Understanding Identifier Alignment

DMARC requires that a message not only pass DKIM or SPF validation, but that its identifier domains are "in alignment." Identifier alignment forces the domains authenticated by SPF (typically the MailFrom domain but can be the HELO domain if the MailFrom was empty) and DKIM (the DKIM signing domain as shown in the DKIM-Signature header's d= field) to have a relationship to the “header From” domain, which is more typically visible to a user in email clients. In “strict” alignment mode the domains must be an exact match. In “relaxed” alignment mode the domains can be different sub-domains of the same organizational domain.

For SPF, the message must pass the SPF check and the domain in the From: header must match the domain used to validate SPF (must exactly match for strict alignment, or may be a sub-domain for relaxed alignment, which is the default). See also SPF Alignment.
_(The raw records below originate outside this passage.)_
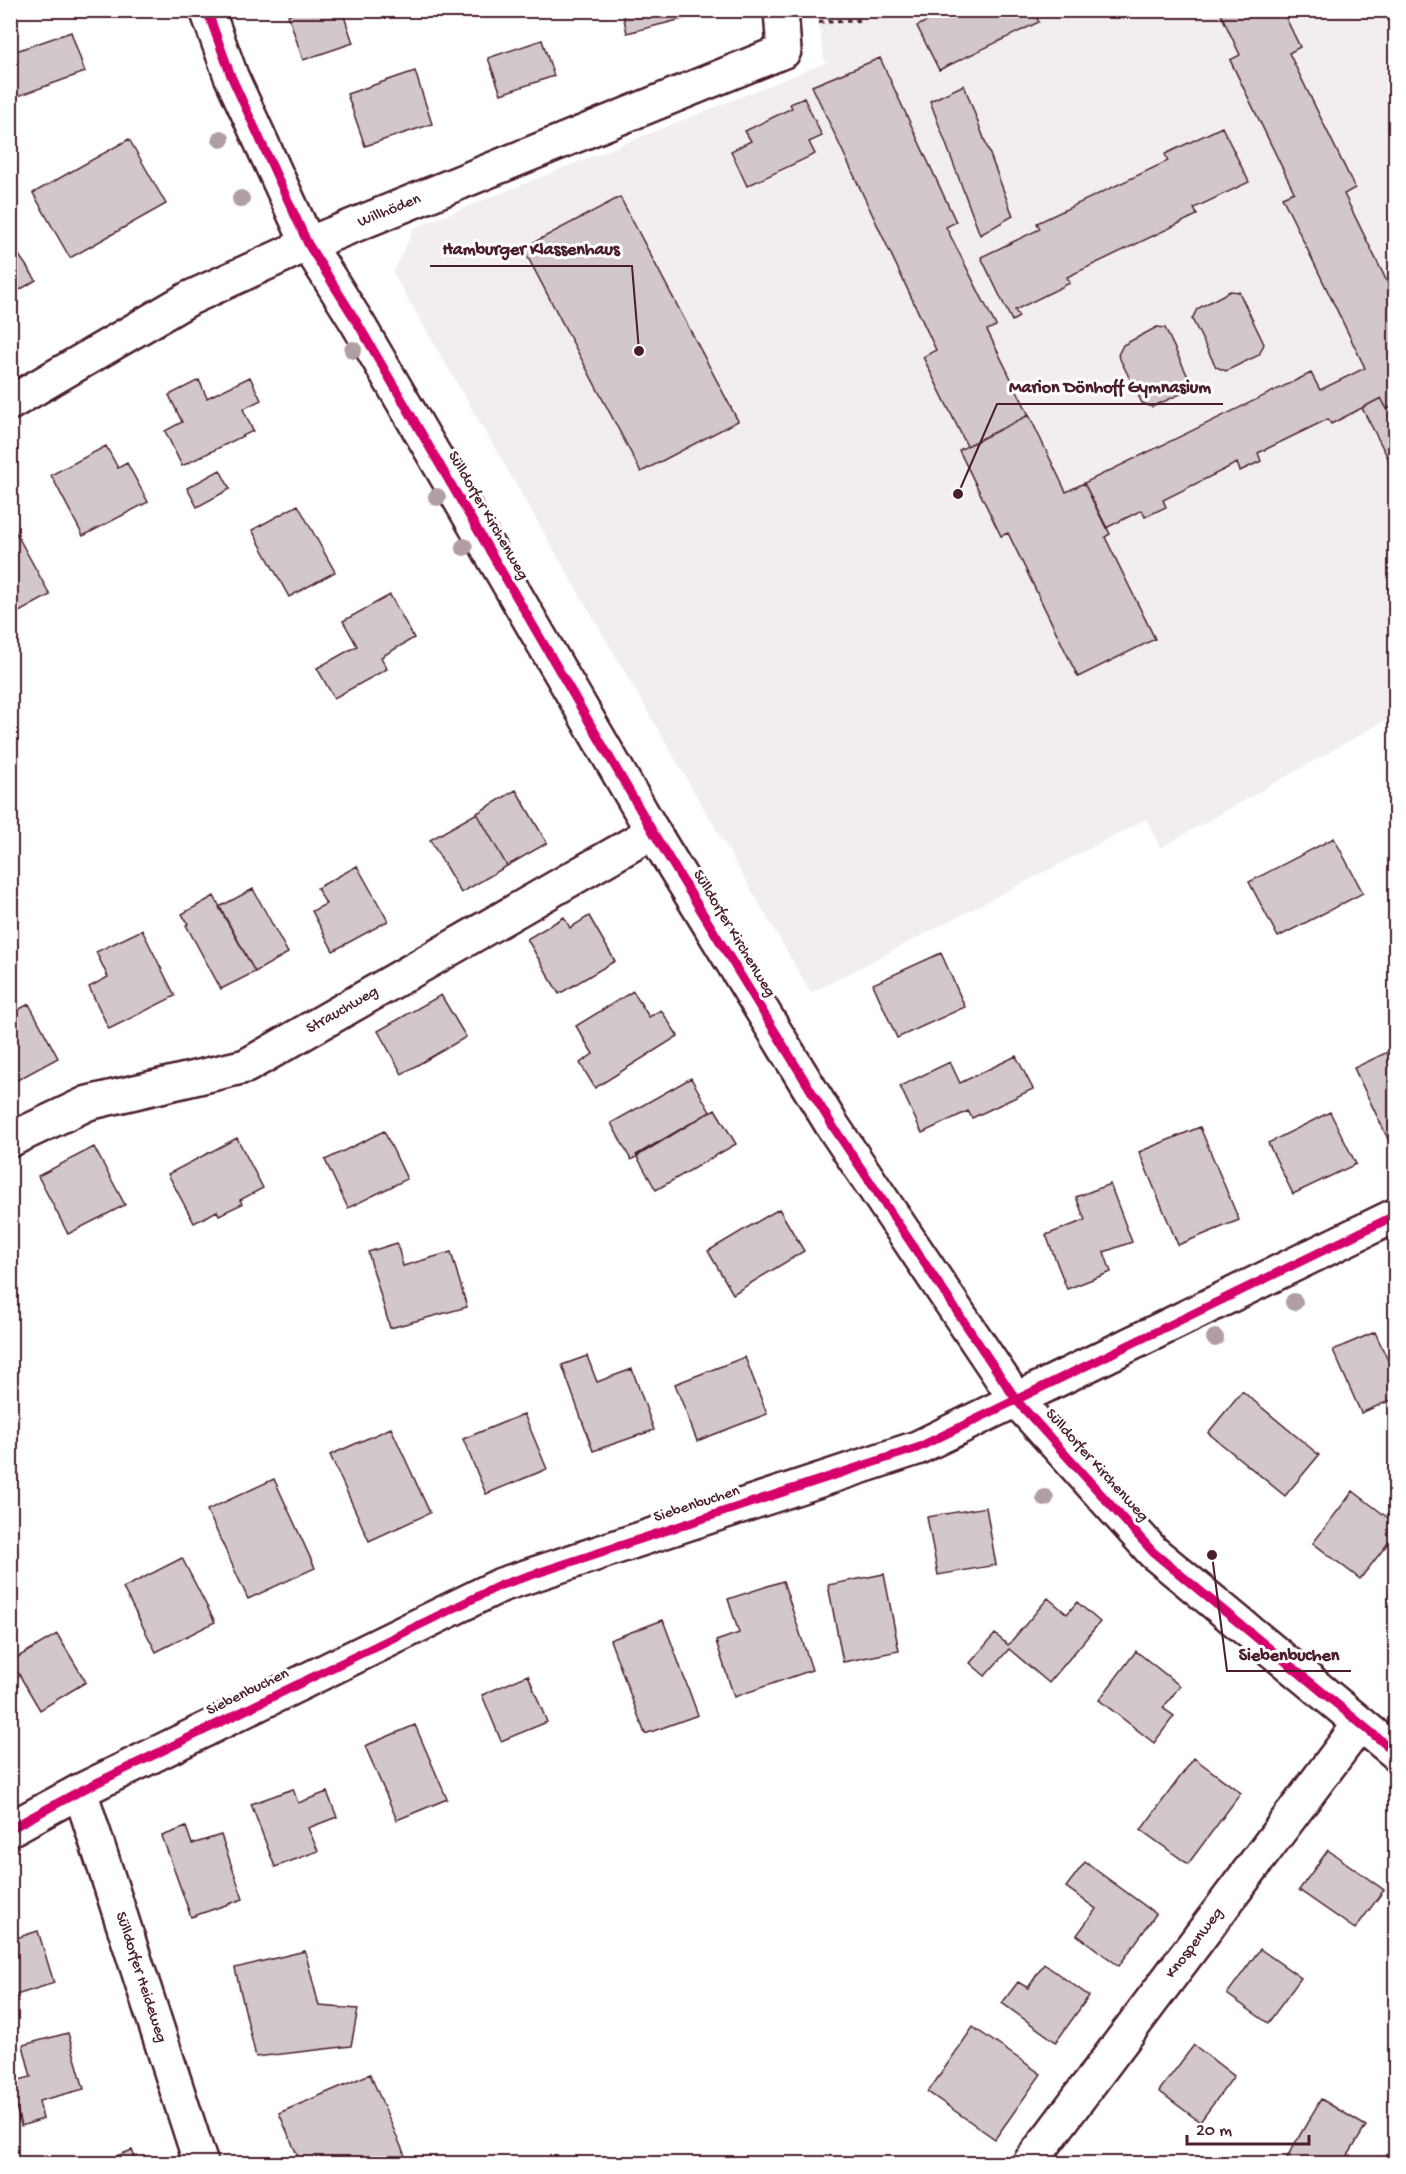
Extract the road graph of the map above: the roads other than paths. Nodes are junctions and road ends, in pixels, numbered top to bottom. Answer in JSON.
{"nodes":[{"id":1,"x":207,"y":10,"type":"edge"},
{"id":2,"x":781,"y":10,"type":"edge"},
{"id":3,"x":308,"y":244,"type":"junction"},
{"id":4,"x":10,"y":403,"type":"edge"},
{"id":5,"x":653,"y":832,"type":"junction"},
{"id":6,"x":10,"y":1140,"type":"edge"},
{"id":7,"x":1395,"y":1215,"type":"edge"},
{"id":8,"x":1017,"y":1401,"type":"junction"},
{"id":9,"x":1360,"y":1724,"type":"junction"},
{"id":10,"x":1395,"y":1754,"type":"edge"},
{"id":11,"x":80,"y":1791,"type":"junction"},
{"id":12,"x":10,"y":1829,"type":"edge"},
{"id":13,"x":201,"y":2163,"type":"edge"},
{"id":14,"x":1029,"y":2163,"type":"edge"}],
"edges":[{"from":1,"to":3,"type":"street","name":"Sülldorfer Kirchenweg"},
{"from":2,"to":3,"type":"street","name":"Willhöden"},
{"from":3,"to":4,"type":"street","name":"Willhöden"},
{"from":3,"to":5,"type":"street","name":"Sülldorfer Kirchenweg"},
{"from":5,"to":6,"type":"street","name":"Strauchweg"},
{"from":5,"to":8,"type":"street","name":"Sülldorfer Kirchenweg"},
{"from":7,"to":8,"type":"street","name":"Siebenbuchen"},
{"from":8,"to":9,"type":"street","name":"Sülldorfer Kirchenweg"},
{"from":8,"to":11,"type":"street","name":"Siebenbuchen"},
{"from":9,"to":10,"type":"street","name":"Sülldorfer Kirchenweg"},
{"from":9,"to":14,"type":"street","name":"Knospenweg"},
{"from":11,"to":12,"type":"street","name":"Siebenbuchen"},
{"from":11,"to":13,"type":"street","name":"Sülldorfer Heideweg"}]}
For DKIM, the message must pass the DKIM check and the d= domain of the valid signature must align with the domain in the From: header (must exactly match for strict alignment, or must be a sub-domain for relaxed alignment).

TIP: Even if SPF and DKIM pass authentication, DMARC will still fail if the identifiers are not aligned.

These are the terms used in identifier alignment:

  • Header From domain: This is the domain portion of the email address that is most commonly visible to end users in the “From:” field displayed in an email client. It is not the display name, which is also commonly displayed in the same “From:” field. For example, the following may be displayed in an email client “From: Agari <donotreply@blah.agari.com>”. In this example “Agari” is the display name, while “agari.com” is the organization domain although "blah.agari.com" is the actual domain of the From header.
  • SPF domain: This identifier is used by the SPF authentication mechanism. Most commonly this is the domain used in the SMTP conversation's mail-from. However if the mail-from is empty (as with bounces, OOO notifications, and some other scenarios), then receivers will usually check for SPF passes with the host given in the HELO/EHLO of the message submission.
  • DKIM domain: This identifier is used by the DKIM authentication mechanism. It is the domain designated by the ‘d=’ tag in the DKIM-Signature header.
  • DKIM public key: used to decode the DKIM signature in a message is discovered from a DNS lookup that combines this ‘d=’ domain with the DKIM selector (‘s=’), also found in the DKIM-Signature header. The public key is specifically found in DNS at the TXT location of: {s}._domainkey.{d}, where s and d are found in the DKIM-Signature header of an email message.